(GIVEN DATA)

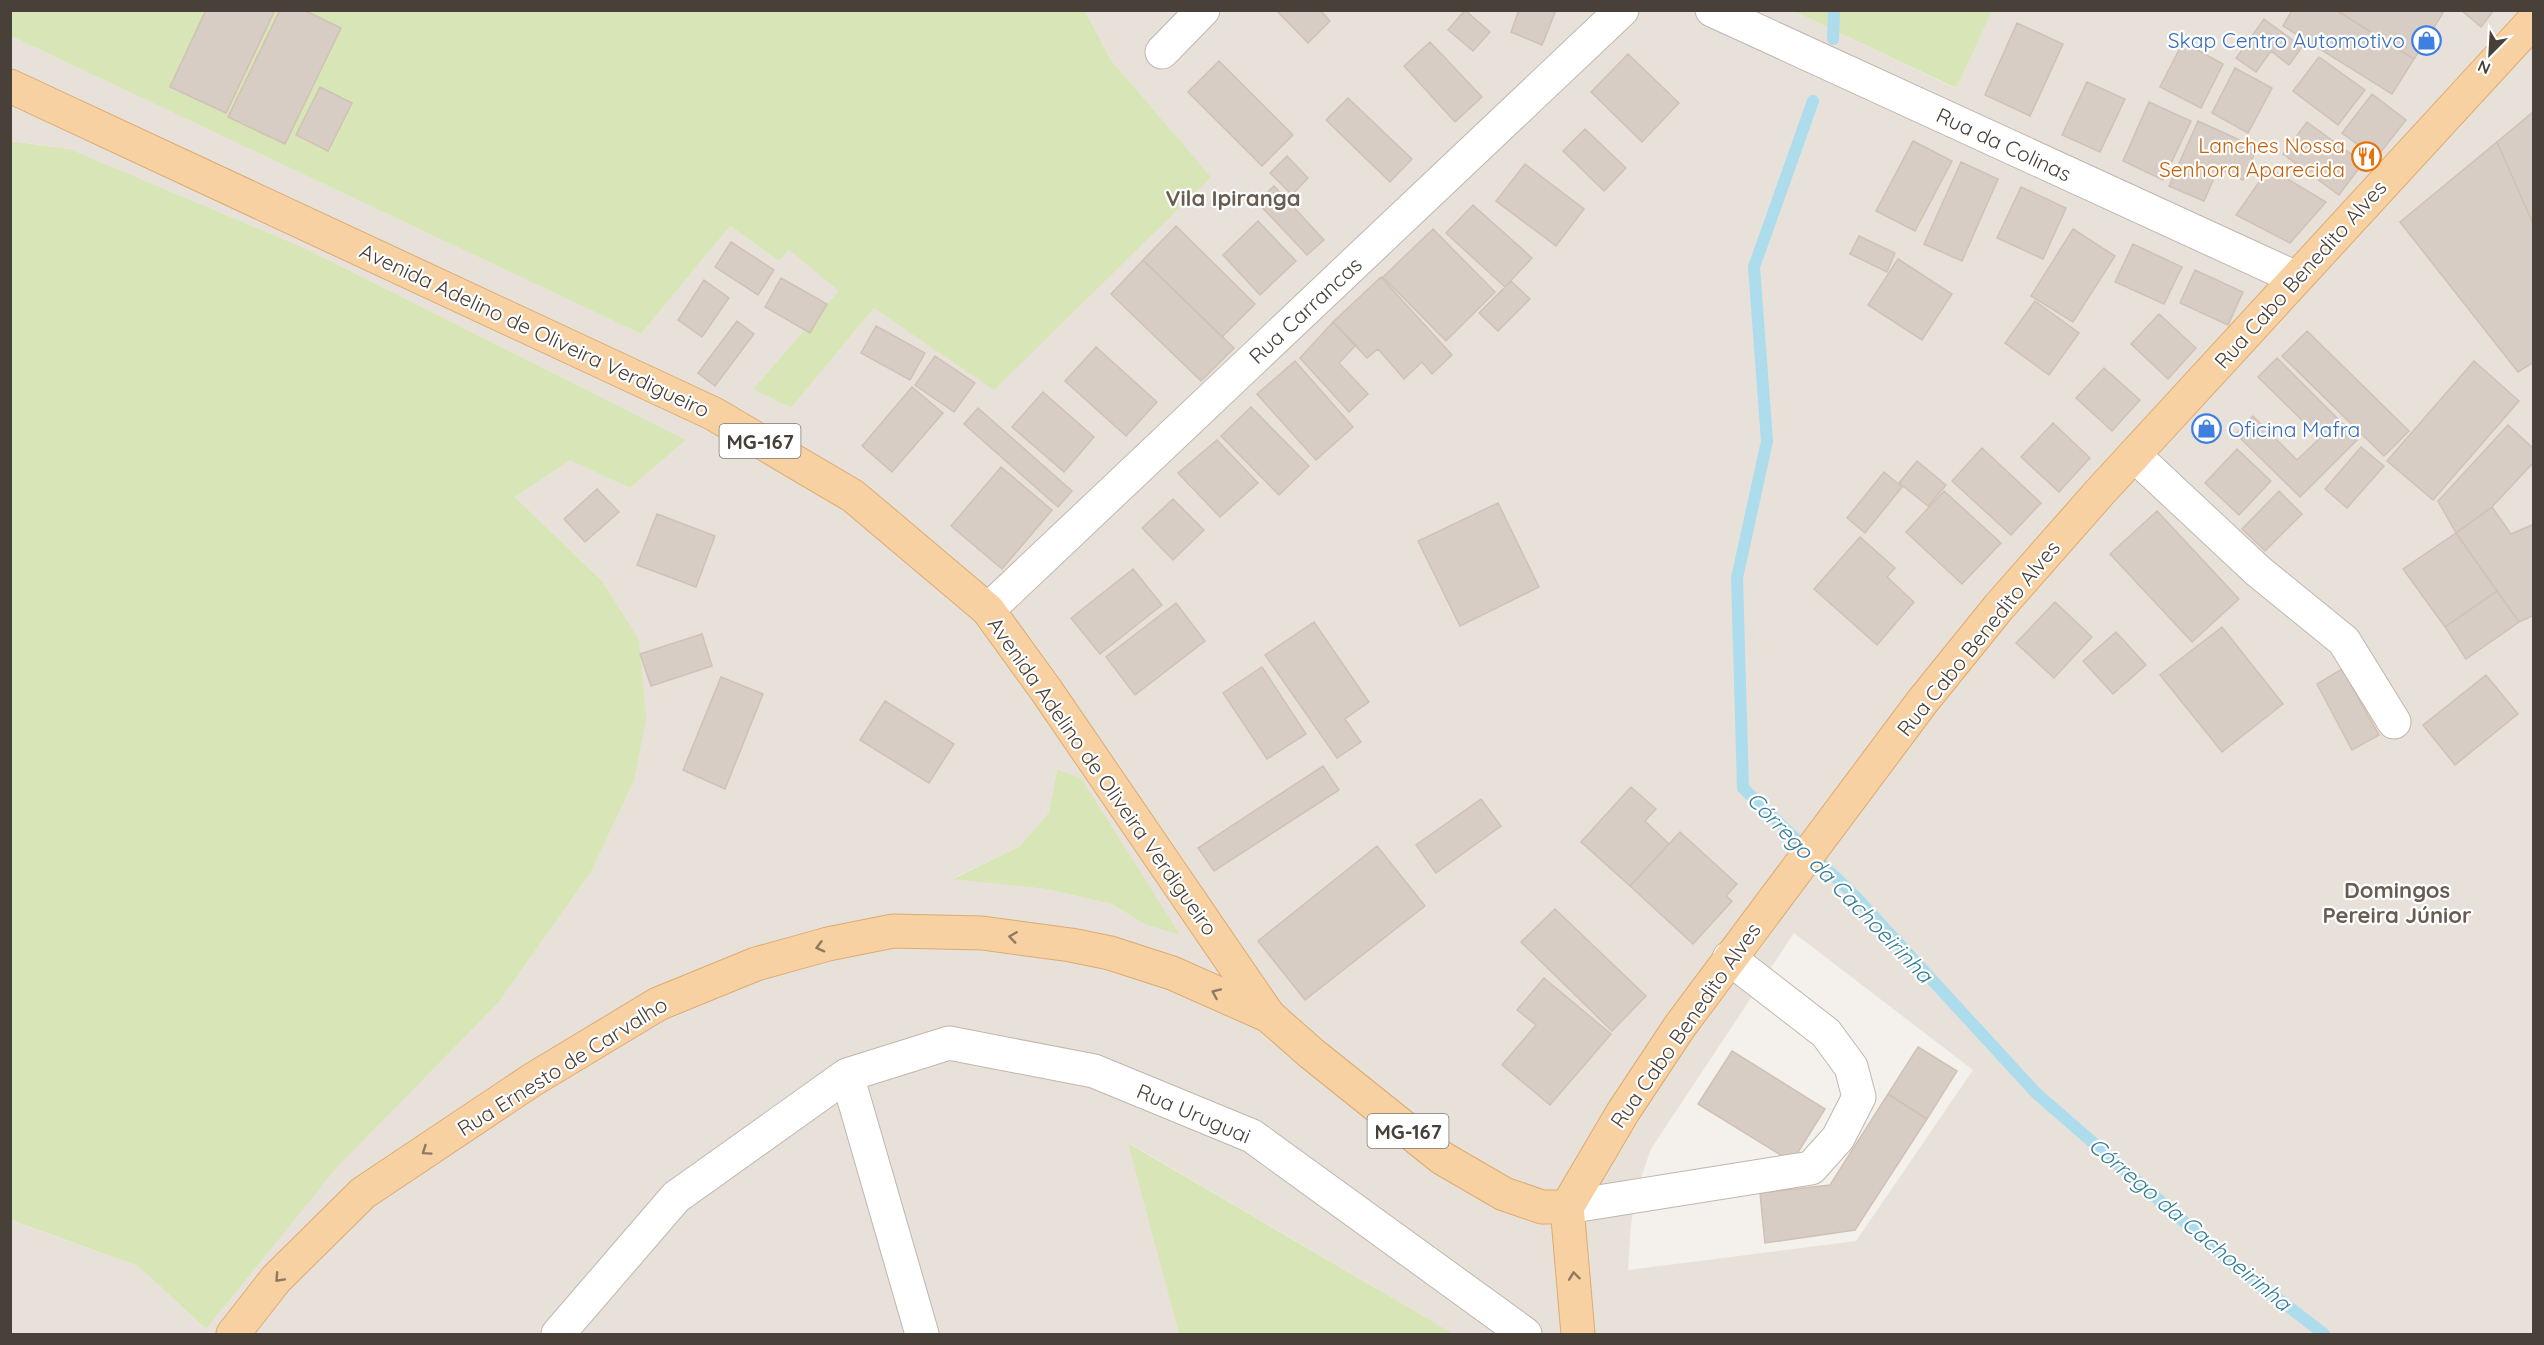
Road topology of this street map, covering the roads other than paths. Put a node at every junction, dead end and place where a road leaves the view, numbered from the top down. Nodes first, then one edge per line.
1 (1203, 10) edge
2 (1622, 10) edge
3 (1712, 10) edge
4 (2534, 20) edge
5 (1162, 52) dead end
6 (10, 86) edge
7 (10, 102) edge
8 (57, 108) junction
9 (2296, 278) junction
10 (2133, 455) junction
11 (988, 610) junction
12 (2394, 722) dead end
13 (1729, 958) junction
14 (1269, 1016) junction
15 (847, 1075) junction
16 (1567, 1207) junction
17 (233, 1335) edge
18 (558, 1335) edge
19 (922, 1335) edge
20 (1525, 1335) edge
21 (1578, 1335) edge

1 - 5 street
2 - 11 street, Rua Carrancas
3 - 9 street, Rua da Colinas
4 - 9 main road, Rua Cabo Benedito Alves
6 - 8 main road, Avenida Adelino de Oliveira Verdigueiro / MG-167
7 - 8 main road, Avenida Adelino de Oliveira Verdigueiro / MG-167
8 - 11 main road, Avenida Adelino de Oliveira Verdigueiro / MG-167
9 - 10 main road, Rua Cabo Benedito Alves
10 - 12 street
10 - 13 main road, Rua Cabo Benedito Alves
11 - 14 main road, Avenida Adelino de Oliveira Verdigueiro / MG-167
13 - 16 main road, Rua Cabo Benedito Alves
13 - 16 street
14 - 16 main road, Avenida Adelino de Oliveira Verdigueiro / MG-167
14 -> 17 main road, Rua Ernesto de Carvalho
15 - 18 street, Rua Uruguai
15 - 19 street
15 - 20 street, Rua Uruguai
21 -> 16 main road

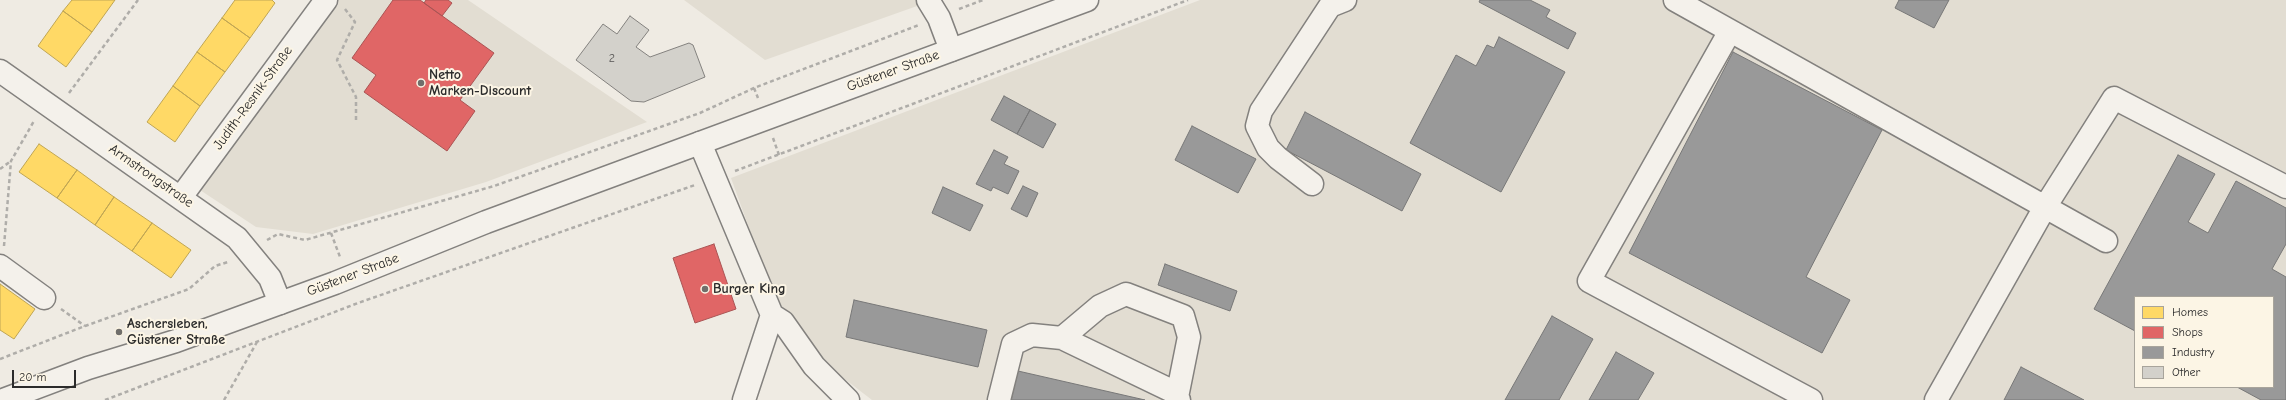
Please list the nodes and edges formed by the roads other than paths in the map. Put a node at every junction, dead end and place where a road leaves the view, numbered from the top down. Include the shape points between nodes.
1 (1087, 0) edge
2 (1345, 0) edge
3 (1675, 0) edge
4 (333, 3) edge
5 (933, 9) edge
6 (1730, 31) junction
7 (951, 50) junction
8 (0, 71) edge
9 (700, 143) junction
10 (1312, 184) dead end
11 (2286, 187) edge
12 (181, 197) junction
13 (2045, 207) junction
14 (2106, 241) dead end
15 (1, 267) edge
16 (44, 298) road end
17 (280, 303) junction
18 (772, 315) junction
19 (1062, 338) junction
20 (1178, 399) edge
21 (3, 400) edge
22 (744, 400) edge
23 (848, 400) edge
24 (999, 400) edge
25 (1811, 400) edge
26 (1936, 400) edge

1 - 7 main road, Güstener Straße
2 - 10 main road via 1330,6 1261,111 1257,126 1268,148
3 - 6 main road
4 - 12 main road, Judith-Resnik-Straße
5 - 7 main road
6 - 13 main road
6 - 25 main road via 1589,281
7 - 9 main road, Güstener Straße
8 - 12 main road, Armstrongstraße
9 - 17 main road, Güstener Straße via 486,222
9 - 18 main road
11 - 13 main road via 2114,98
12 - 17 main road, Armstrongstraße via 222,225 249,251 270,278
13 - 14 main road
13 - 26 main road
15 - 16 main road
17 - 21 main road, Güstener Straße via 176,341 88,368
18 - 22 main road
18 - 23 main road via 783,322 814,366
19 - 20 main road via 1172,391
19 - 20 main road via 1100,306 1126,294 1183,316 1189,337
19 - 24 main road via 1032,335 1013,344

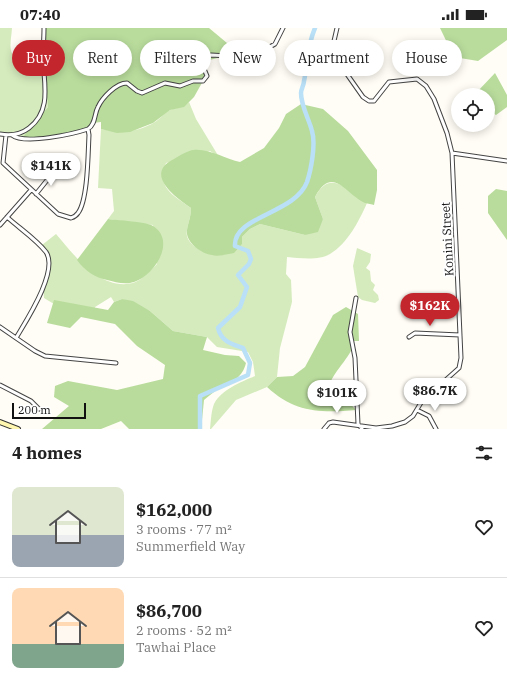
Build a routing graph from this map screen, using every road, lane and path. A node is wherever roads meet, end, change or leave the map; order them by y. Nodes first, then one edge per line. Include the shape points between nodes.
1 (44, 28) edge
2 (283, 28) edge
3 (337, 28) edge
4 (88, 129) junction
5 (23, 132) junction
6 (0, 134) edge
7 (12, 135) junction
8 (6, 136) junction
9 (23, 138) junction
10 (452, 153) junction
11 (507, 161) edge
12 (50, 171) dead end
13 (31, 190) junction
14 (36, 194) junction
15 (7, 217) junction
16 (0, 225) edge
17 (356, 298) dead end
18 (0, 327) edge
19 (460, 335) junction
20 (409, 337) dead end
21 (16, 338) junction
22 (116, 363) dead end
23 (0, 385) edge
24 (39, 409) dead end
25 (417, 410) junction
26 (2, 425) edge
27 (395, 427) edge
28 (361, 428) edge
29 (18, 429) edge
30 (324, 429) edge
31 (436, 429) edge

1 - 5 street via 45,104 37,120
2 - 4 street via 275,44 259,53 241,51 228,56 205,57 202,64 207,74 204,80 180,86 165,83 142,93 127,83 121,84 101,102
3 - 10 street, Konini Street via 334,41 337,60 362,97 369,101 376,100 390,82 403,82 414,78 420,80 434,99
4 - 9 street via 46,138
4 - 14 street via 86,184 78,214 70,218 64,217
5 - 7 street
5 - 9 street
6 - 8 street
7 - 8 street
7 - 9 street
8 - 13 street via 3,163
10 - 11 street
10 - 19 street, Konini Street
12 - 14 street via 48,179
13 - 14 street
13 - 15 street
15 - 16 street
15 - 21 street via 46,253 49,262 41,295
17 - 28 street via 350,332 355,358 358,424
18 - 21 street
19 - 20 street via 415,332
19 - 25 street, Konini Street via 459,368 422,401
21 - 22 street via 45,356
23 - 24 street via 31,401
25 - 27 street, Konini Street via 408,420
25 - 31 street via 429,416
26 - 29 main road
27 - 28 street, Konini Street
28 - 30 street, Konini Street via 333,422

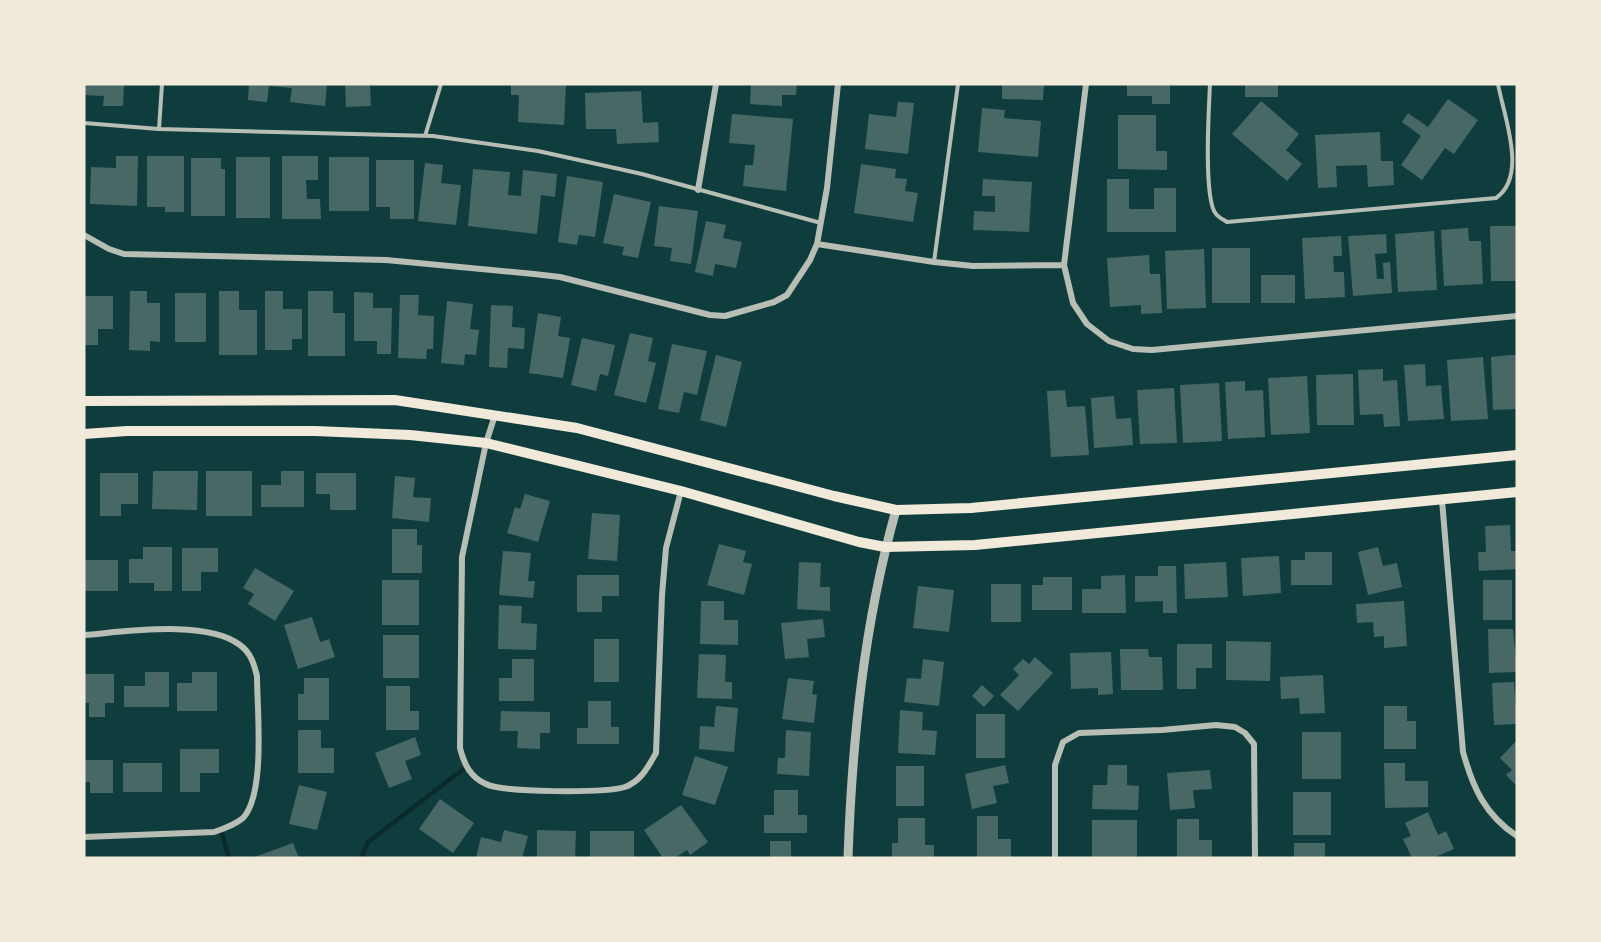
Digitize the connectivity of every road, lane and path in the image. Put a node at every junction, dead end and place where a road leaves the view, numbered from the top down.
1 (162, 84) edge
2 (441, 84) edge
3 (716, 84) edge
4 (838, 84) edge
5 (958, 84) edge
6 (1086, 84) edge
7 (1210, 84) edge
8 (1498, 84) edge
9 (84, 123) edge
10 (159, 129) junction
11 (425, 136) junction
12 (698, 190) junction
13 (821, 223) junction
14 (84, 235) edge
15 (817, 244) junction
16 (934, 262) junction
17 (1064, 265) junction
18 (1517, 316) edge
19 (84, 401) edge
20 (495, 414) junction
21 (84, 434) edge
22 (486, 444) junction
23 (1517, 455) edge
24 (681, 491) junction
25 (1517, 492) edge
26 (1442, 500) junction
27 (896, 510) junction
28 (885, 547) junction
29 (84, 635) edge
30 (1517, 836) edge
31 (84, 837) edge
32 (848, 858) edge
33 (1054, 858) edge
34 (1255, 858) edge

1 - 10 lane
2 - 11 lane
3 - 12 street
4 - 13 street
5 - 16 lane
6 - 17 street
7 - 8 lane
9 - 10 lane
10 - 11 lane
11 - 12 lane
12 - 13 lane
13 - 15 street
14 - 15 street
15 - 16 street
16 - 17 street
17 - 18 street
19 - 20 main road
20 - 22 street
20 - 27 main road
21 - 22 main road
22 - 24 main road
22 - 24 street
23 - 27 main road
24 - 28 main road
25 - 26 main road
26 - 28 main road
26 - 30 street
27 - 28 street
28 - 32 street
29 - 31 street
33 - 34 street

(TASK DETAILS) Set out every line from the material that contains the string "Konini".

(WRITTEN REPLY)
3 - 10 street, Konini Street via 334,41 337,60 362,97 369,101 376,100 390,82 403,82 414,78 420,80 434,99
10 - 19 street, Konini Street
19 - 25 street, Konini Street via 459,368 422,401
25 - 27 street, Konini Street via 408,420
27 - 28 street, Konini Street
28 - 30 street, Konini Street via 333,422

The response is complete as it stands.